[Collected data]
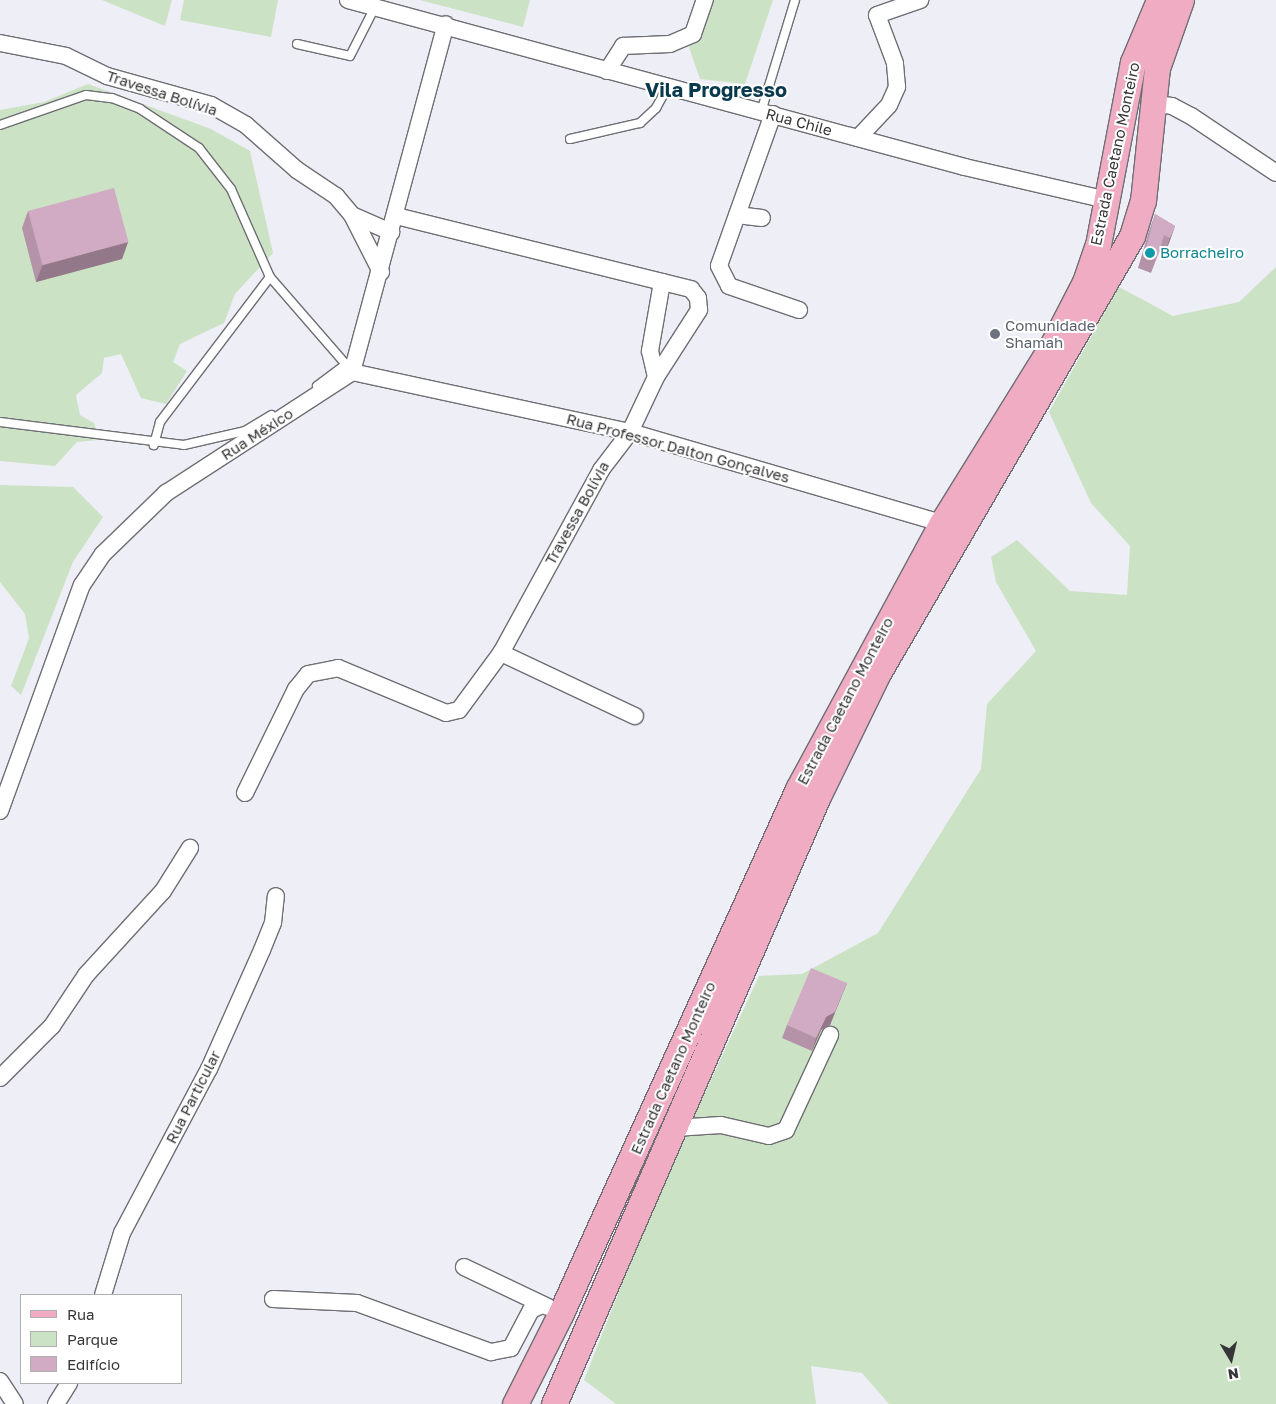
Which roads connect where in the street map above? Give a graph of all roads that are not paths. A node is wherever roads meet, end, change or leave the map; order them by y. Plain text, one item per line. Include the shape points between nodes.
1 (348, 0) edge
2 (705, 0) edge
3 (795, 0) edge
4 (920, 0) edge
5 (1159, 0) edge
6 (1181, 0) edge
7 (375, 7) junction
8 (446, 24) junction
9 (0, 43) edge
10 (297, 44) dead end
11 (607, 71) junction
12 (667, 88) junction
13 (1154, 104) junction
14 (767, 113) junction
15 (0, 125) edge
16 (858, 138) junction
17 (570, 139) dead end
18 (1276, 173) edge
19 (1107, 200) junction
20 (352, 215) junction
21 (737, 215) junction
22 (396, 216) junction
23 (762, 218) dead end
24 (391, 232) junction
25 (382, 272) junction
26 (270, 277) junction
27 (662, 282) junction
28 (799, 310) dead end
29 (349, 368) junction
30 (656, 377) junction
31 (0, 422) edge
32 (630, 432) junction
33 (154, 445) junction
34 (942, 523) junction
35 (502, 653) junction
36 (635, 716) dead end
37 (245, 792) dead end
38 (0, 811) edge
39 (190, 848) dead end
40 (276, 896) dead end
41 (830, 1035) dead end
42 (0, 1078) edge
43 (676, 1128) junction
44 (464, 1267) dead end
45 (103, 1294) edge
46 (273, 1300) dead end
47 (552, 1309) junction
48 (0, 1381) edge
49 (68, 1384) edge
50 (15, 1404) edge
51 (56, 1404) edge
52 (515, 1404) edge
53 (554, 1404) edge

1 - 7 street, Rua Chile
2 - 11 street via 693,34 670,44 624,46
3 - 14 lane
4 - 16 street via 877,15 895,62 898,87 889,105
5 - 19 main road, Estrada Caetano Monteiro via 1134,62
6 - 13 main road, Estrada Caetano Monteiro via 1165,38
7 - 8 street, Rua Chile
7 - 10 lane via 350,56
8 - 11 street, Rua Chile
8 - 22 street
9 - 20 street, Travessa Bolívia via 66,56 106,76 211,105 246,125 297,170 336,196
11 - 12 street, Rua Chile
12 - 14 street, Rua Chile
12 - 17 lane via 656,108 640,122
13 - 18 street via 1172,106 1191,116
13 - 43 main road, Estrada Caetano Monteiro via 1143,200 1120,264 878,673 818,796
14 - 16 street, Rua Chile
14 - 21 street
15 - 26 lane via 86,95 112,98 140,109 199,148 231,189
16 - 19 street, Rua Chile
19 - 34 main road, Estrada Caetano Monteiro via 1098,245 1070,314
20 - 24 street, Travessa Bolívia
20 - 25 street, Travessa Bolívia
21 - 23 street
21 - 28 street via 719,266 720,277 754,296
22 - 24 street
22 - 27 street, Travessa Bolívia
24 - 25 street
25 - 29 street
26 - 29 lane
26 - 33 lane via 160,422
27 - 30 street via 650,351
27 - 30 street, Travessa Bolívia via 691,289 698,298 699,310
29 - 32 street, Rua Professor Dalton Gonçalves
29 - 33 lane via 245,431 184,445
29 - 38 street, Rua México via 166,493 125,528 103,554 82,585
30 - 32 street, Travessa Bolívia
31 - 33 lane
32 - 34 street, Rua Professor Dalton Gonçalves
32 - 35 street, Travessa Bolívia via 597,478
34 - 47 main road, Estrada Caetano Monteiro via 798,789
35 - 36 street
35 - 37 street, Travessa Bolívia via 459,710 446,713 338,668 308,674 296,689
39 - 42 street via 163,891 86,975 52,1026
40 - 45 street, Rua Particular via 273,923 262,950 209,1069 122,1233
41 - 43 street via 786,1130 769,1136 721,1125
43 - 53 main road, Estrada Caetano Monteiro
44 - 47 street
46 - 47 street via 356,1303 491,1352 511,1348 531,1310
47 - 52 main road, Estrada Caetano Monteiro
48 - 50 street
49 - 51 street

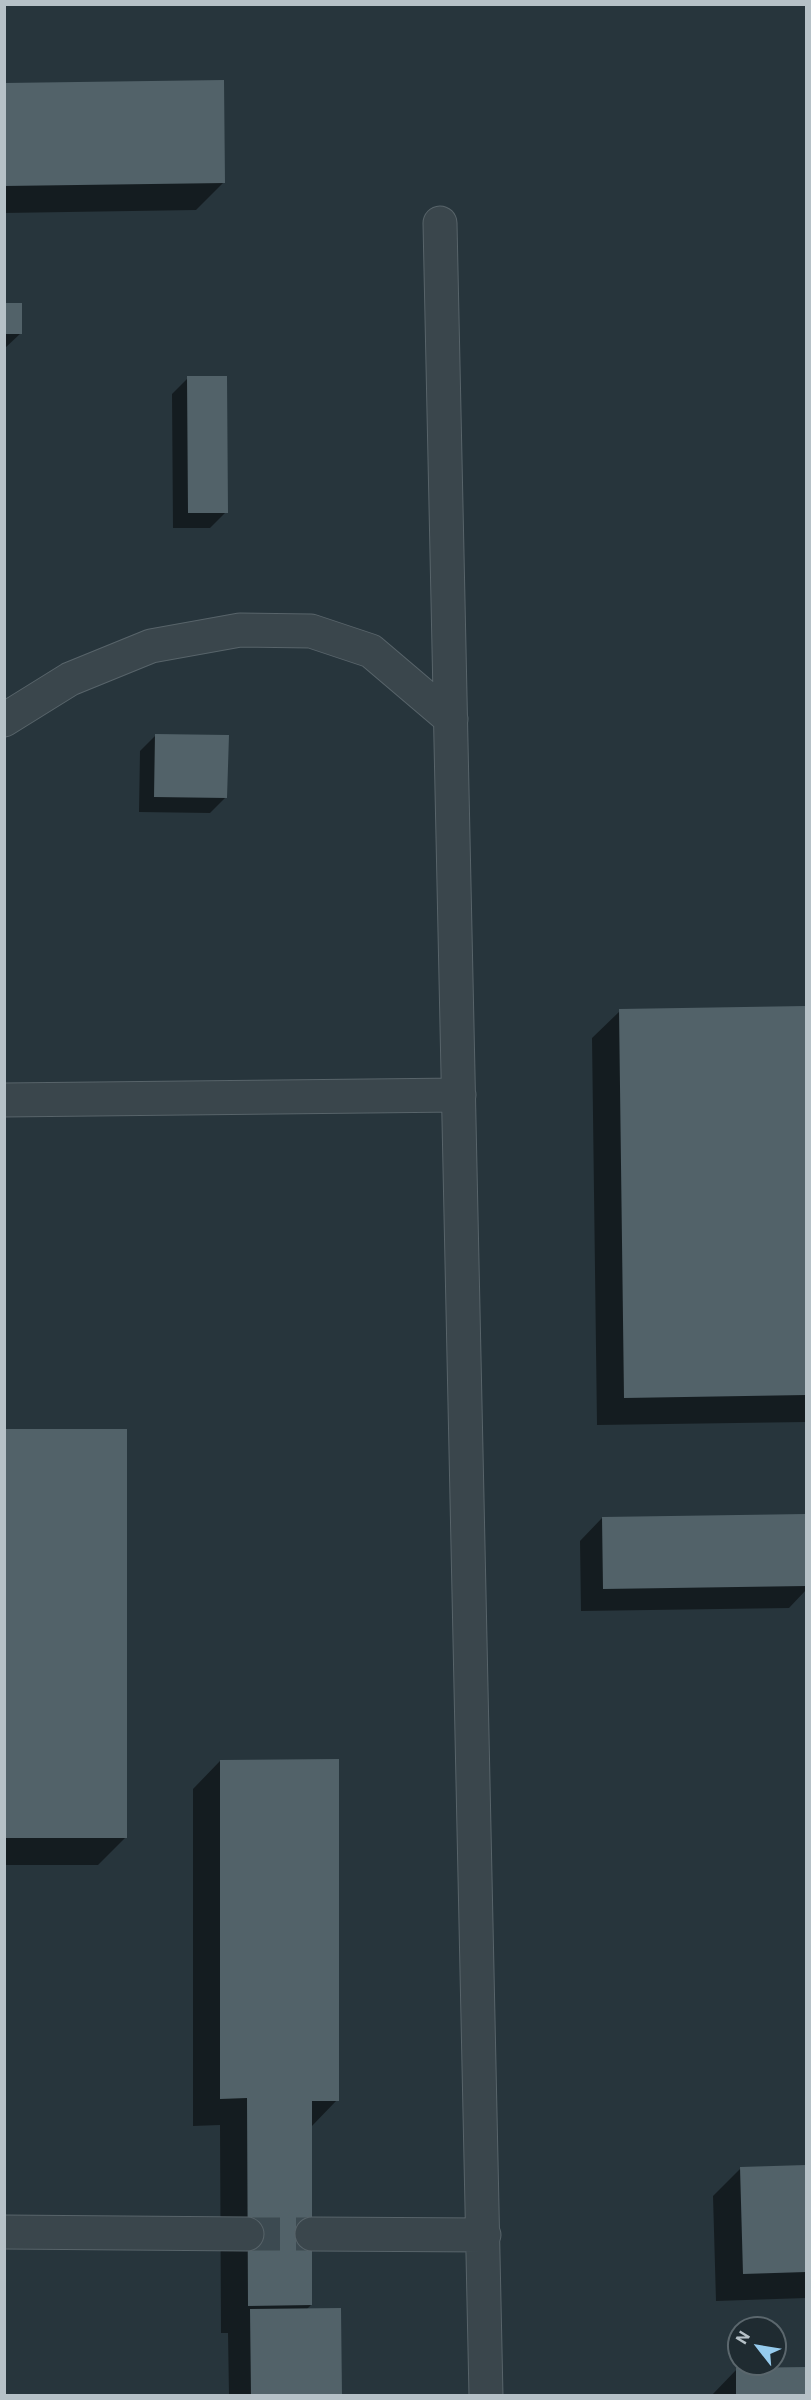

# PROBLEM DESCRIPTION:
For this exercise, print all of the entries exactly as they appear, but without pictures.

# TASK OUTPUT:
Which roads connect where in the street map above? Give a graph of all roads that are not paths. A node is wherever roads meet, end, change or leave the map; order them by y. Plain text, one item per line. Include the shape points between nodes.
1 (348, 0) edge
2 (705, 0) edge
3 (795, 0) edge
4 (920, 0) edge
5 (1159, 0) edge
6 (1181, 0) edge
7 (375, 7) junction
8 (446, 24) junction
9 (0, 43) edge
10 (297, 44) dead end
11 (607, 71) junction
12 (667, 88) junction
13 (1154, 104) junction
14 (767, 113) junction
15 (0, 125) edge
16 (858, 138) junction
17 (570, 139) dead end
18 (1276, 173) edge
19 (1107, 200) junction
20 (352, 215) junction
21 (737, 215) junction
22 (396, 216) junction
23 (762, 218) dead end
24 (391, 232) junction
25 (382, 272) junction
26 (270, 277) junction
27 (662, 282) junction
28 (799, 310) dead end
29 (349, 368) junction
30 (656, 377) junction
31 (0, 422) edge
32 (630, 432) junction
33 (154, 445) junction
34 (942, 523) junction
35 (502, 653) junction
36 (635, 716) dead end
37 (245, 792) dead end
38 (0, 811) edge
39 (190, 848) dead end
40 (276, 896) dead end
41 (830, 1035) dead end
42 (0, 1078) edge
43 (676, 1128) junction
44 (464, 1267) dead end
45 (103, 1294) edge
46 (273, 1300) dead end
47 (552, 1309) junction
48 (0, 1381) edge
49 (68, 1384) edge
50 (15, 1404) edge
51 (56, 1404) edge
52 (515, 1404) edge
53 (554, 1404) edge

1 - 7 street, Rua Chile
2 - 11 street via 693,34 670,44 624,46
3 - 14 lane
4 - 16 street via 877,15 895,62 898,87 889,105
5 - 19 main road, Estrada Caetano Monteiro via 1134,62
6 - 13 main road, Estrada Caetano Monteiro via 1165,38
7 - 8 street, Rua Chile
7 - 10 lane via 350,56
8 - 11 street, Rua Chile
8 - 22 street
9 - 20 street, Travessa Bolívia via 66,56 106,76 211,105 246,125 297,170 336,196
11 - 12 street, Rua Chile
12 - 14 street, Rua Chile
12 - 17 lane via 656,108 640,122
13 - 18 street via 1172,106 1191,116
13 - 43 main road, Estrada Caetano Monteiro via 1143,200 1120,264 878,673 818,796
14 - 16 street, Rua Chile
14 - 21 street
15 - 26 lane via 86,95 112,98 140,109 199,148 231,189
16 - 19 street, Rua Chile
19 - 34 main road, Estrada Caetano Monteiro via 1098,245 1070,314
20 - 24 street, Travessa Bolívia
20 - 25 street, Travessa Bolívia
21 - 23 street
21 - 28 street via 719,266 720,277 754,296
22 - 24 street
22 - 27 street, Travessa Bolívia
24 - 25 street
25 - 29 street
26 - 29 lane
26 - 33 lane via 160,422
27 - 30 street via 650,351
27 - 30 street, Travessa Bolívia via 691,289 698,298 699,310
29 - 32 street, Rua Professor Dalton Gonçalves
29 - 33 lane via 245,431 184,445
29 - 38 street, Rua México via 166,493 125,528 103,554 82,585
30 - 32 street, Travessa Bolívia
31 - 33 lane
32 - 34 street, Rua Professor Dalton Gonçalves
32 - 35 street, Travessa Bolívia via 597,478
34 - 47 main road, Estrada Caetano Monteiro via 798,789
35 - 36 street
35 - 37 street, Travessa Bolívia via 459,710 446,713 338,668 308,674 296,689
39 - 42 street via 163,891 86,975 52,1026
40 - 45 street, Rua Particular via 273,923 262,950 209,1069 122,1233
41 - 43 street via 786,1130 769,1136 721,1125
43 - 53 main road, Estrada Caetano Monteiro
44 - 47 street
46 - 47 street via 356,1303 491,1352 511,1348 531,1310
47 - 52 main road, Estrada Caetano Monteiro
48 - 50 street
49 - 51 street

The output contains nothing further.